=== Task statement ===
In the listing that follows, how many lines have the word "Zeewinde" in them? Give only the number.

· · · ·

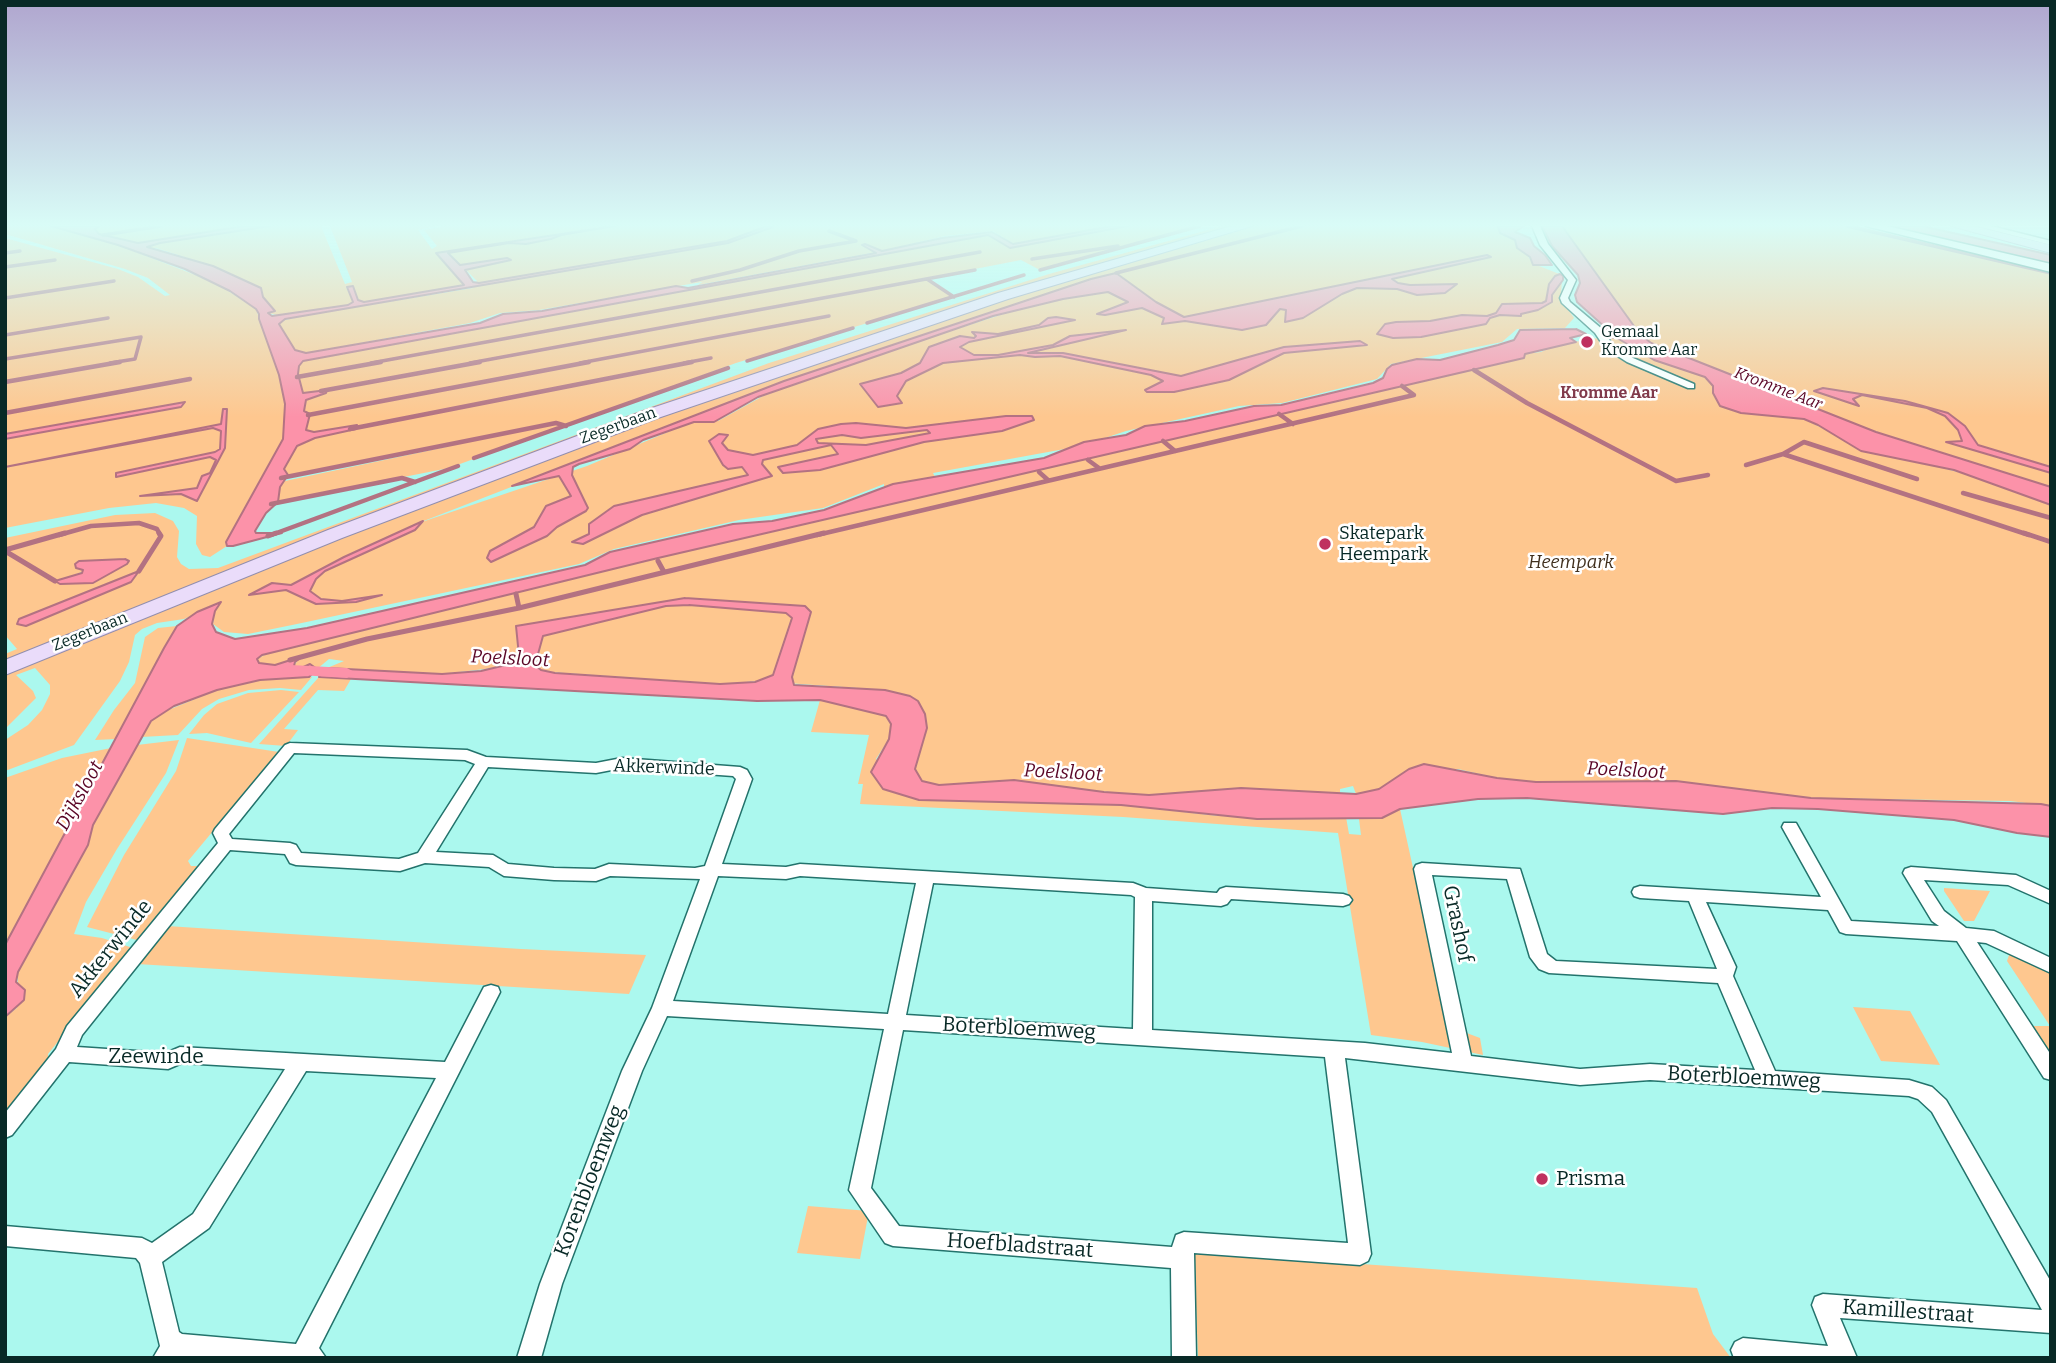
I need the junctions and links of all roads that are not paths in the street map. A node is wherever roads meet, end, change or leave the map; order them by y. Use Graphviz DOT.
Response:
graph roads {
  1 [pos="1025,290"];
  2 [pos="1569,290"];
  3 [pos="1691,386"];
  4 [pos="5,668"];
  5 [pos="484,762"];
  6 [pos="1790,827"];
  7 [pos="226,844"];
  8 [pos="425,857"];
  9 [pos="712,870"];
  10 [pos="926,877"];
  11 [pos="1640,892"];
  12 [pos="1144,894"];
  13 [pos="1695,896"];
  14 [pos="2051,898"];
  15 [pos="1343,900"];
  16 [pos="1833,904"];
  17 [pos="1963,935"];
  18 [pos="2051,965"];
  19 [pos="1724,976"];
  20 [pos="491,992"];
  21 [pos="661,1009"];
  22 [pos="897,1022"];
  23 [pos="1142,1037"];
  24 [pos="1334,1049"];
  25 [pos="64,1054"];
  26 [pos="301,1061"];
  27 [pos="1463,1062"];
  28 [pos="450,1071"];
  29 [pos="2051,1072"];
  30 [pos="1768,1078"];
  31 [pos="5,1129"];
  32 [pos="5,1236"];
  33 [pos="150,1258"];
  34 [pos="1182,1258"];
  35 [pos="2048,1295"];
  36 [pos="2051,1322"];
  37 [pos="173,1351"];
  38 [pos="306,1357"];
  39 [pos="529,1358"];
  40 [pos="1184,1358"];
  41 [pos="1746,1358"];
  42 [pos="1836,1358"];
  43 [pos="1845,1358"];
  1 -- 4 [label="main road, Zegerbaan"];
  2 -- 3 [label="street"];
  5 -- 7 [label="street, Akkerwinde"];
  5 -- 8 [label="street"];
  5 -- 9 [label="street, Akkerwinde"];
  6 -- 16 [label="street"];
  7 -- 8 [label="street"];
  7 -- 25 [label="street, Akkerwinde"];
  8 -- 9 [label="street"];
  9 -- 10 [label="street"];
  9 -- 21 [label="street, Akkerwinde"];
  10 -- 12 [label="street"];
  10 -- 22 [label="street"];
  11 -- 13 [label="street"];
  12 -- 15 [label="street"];
  12 -- 23 [label="street"];
  13 -- 16 [label="street"];
  13 -- 19 [label="street"];
  14 -- 17 [label="street"];
  16 -- 17 [label="street"];
  17 -- 18 [label="street"];
  17 -- 29 [label="street"];
  19 -- 27 [label="street, Grashof"];
  19 -- 30 [label="street"];
  20 -- 28 [label="street"];
  21 -- 22 [label="street, Boterbloemweg"];
  21 -- 39 [label="street, Korenbloemweg"];
  22 -- 23 [label="street, Boterbloemweg"];
  22 -- 34 [label="street, Hoefbladstraat"];
  23 -- 24 [label="street, Boterbloemweg"];
  24 -- 27 [label="street, Boterbloemweg"];
  24 -- 34 [label="street"];
  25 -- 26 [label="street, Zeewinde"];
  25 -- 31 [label="street"];
  26 -- 28 [label="street, Zeewinde"];
  26 -- 33 [label="street"];
  27 -- 30 [label="street, Boterbloemweg"];
  28 -- 38 [label="street"];
  30 -- 35 [label="street, Boterbloemweg"];
  32 -- 33 [label="street"];
  33 -- 37 [label="street"];
  34 -- 40 [label="street"];
  36 -- 43 [label="street, Kamillestraat"];
  37 -- 38 [label="street"];
  41 -- 42 [label="street"];
}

· · · ·

=== Answer to this task ===
2